Former Major League star pitcher Roy Halladay who played 12 stellar seasons with the Toronto Blue Jays, has died after his plane crashed into the Gulf of Mexico off the coast of Pasco, Fla., on Tuesday. He was 40.

Pasco County Sheriff Chris Nocco said during a news conference that Halladay's ICON A5 went down around noon off the coast of Florida. The sheriff's office marine unit responded to the downed plane and found Halladay's body. No survivors were found.

The Pasco sheriff's office also confirmed that Halladay was the only one on the aircraft. They did not say where the plane was headed but did confirm that no mayday call was made to Tampa Air Traffic Control.

Halladay was an amateur pilot who often posted on social media about small planes. ICON aircraft had posted a video with Halladay trying out a new plane.

TSN's Rick Westhead confirmed that according to the National Transportation Safety Board, this was at least the second fatal crash involving an ICON A5. The A5 was a newer model from Icon, based in Vacaville, California.
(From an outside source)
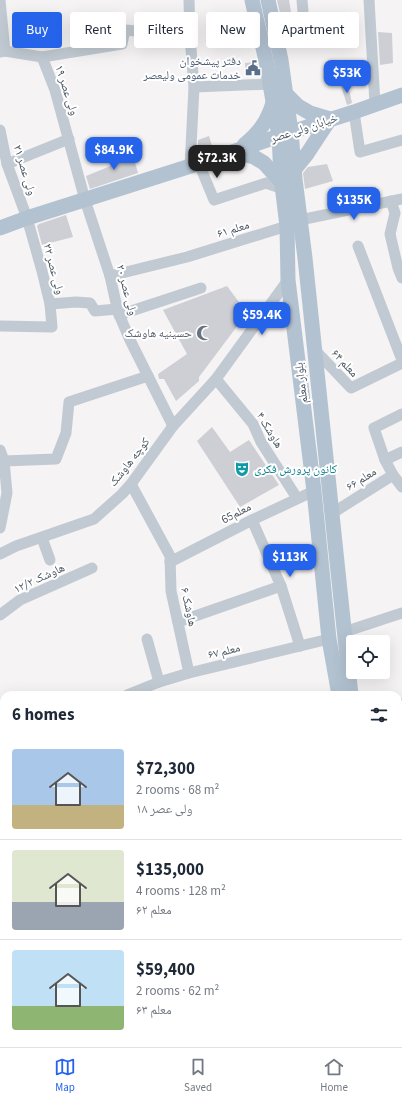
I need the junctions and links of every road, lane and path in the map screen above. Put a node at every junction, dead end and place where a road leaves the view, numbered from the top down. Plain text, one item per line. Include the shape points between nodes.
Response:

On May 8, two Icon employees, the company's lead test pilot and the director of engineering, were killed in a crash in an A5 in Napa County, California. The NTSB report said the probable cause was "the pilot's failure to maintain clearance from terrain while manoeuvring at a low altitude."

Westhead says the NTSB has opened an investigation into the crash of Halladay's plane. NTSB investigators will examine pilot record, weather, transcript of cockpit recording and similarities to other crashes involving the same plane. The investigation could take a year to complete.

Nicknamed “Doc”, Halladay played 16 seasons in the majors with the Toronto Blue Jays and Philadelphia Phillies.

He began his career with the Jays after Toronto selected him with the 17th pick of the 1995 MLB Amateur Draft.

After a breakout season in 2002 where he finished with a 19-7 record, Halladay made his mark in 2003 when he led the American League with 22 wins and a 3.25 ERA on his way to capturing the Cy Young Award.

Despite the Jays' struggles in the standings, Halladay remained among the league leaders in wins during his time in Toronto, including another 20-win season in 2008. In 12 years with the Blue Jays, he amassed a 148-76 record with a 3.43 ERA.

The Blue Jays organization released the following statement: "The Toronto Blue Jays organization is overcome by grief with the tragic loss of one of the franchise's greatest and most respected players, but even better human being. It is impossible to express what he has meant to this franchise, the city and its fans. Our thoughts and prayers are with his family and friends."

The Denver, Colo., native joined the Phillies in 2009 in a trade for Travis d'Arnaud, Kyle Drabek and Michael Taylor. He made an immediate impact with his new team, winning 21 games in 2010 and throwing the 20th perfect game in Major League history on May 29, 2010 against the Florida Marlins.

Halladay won his second Cy Young in his first season in Philadelphia.

On Oct. 6, 2010, in his first career playoff start, Halladay became just the second pitcher in Major League history to throw a postseason no-hitter when he blanked the Cincinnati Reds in the NLDS.

His final career numbers were 203-105 with a 3.38 ERA, with 2,117 strikeouts and 67 complete games before his retirement in 2013.

MLB Commissioner Robert Manfred issued the following statement regarding Halladay's death: "All of us at Baseball are shocked and deeply saddened by the tragic passing of former Toronto Blue Jays and Philadelphia Phillies pitcher Roy Halladay. A well-respected figure throughout the game, Roy was a fierce competitor during his 16-year career, which included eight All-Star selections, two Cy Young Awards, a perfect game and a Postseason no-hitter.

On behalf of Major League Baseball, I extend my deepest condolences to his family, including his wife, Brandy, and two sons, Ryan and Braden, his friends and countless fans, as well as the Blue Jays and Phillies organizations."

Other baseball players to die in plane crashes included Pittsburgh Pirates star Roberto Clemente in a relief mission from Puerto Rico travelling to earthquake victims in Nicaragua on New Year's Eve in 1972; New York Yankees catcher Thurman Munson piloting his own plane near his home in Canton, Ohio, in 1979; and Yankees pitcher Cory Lidle piloting his own plane in New York City in 2006.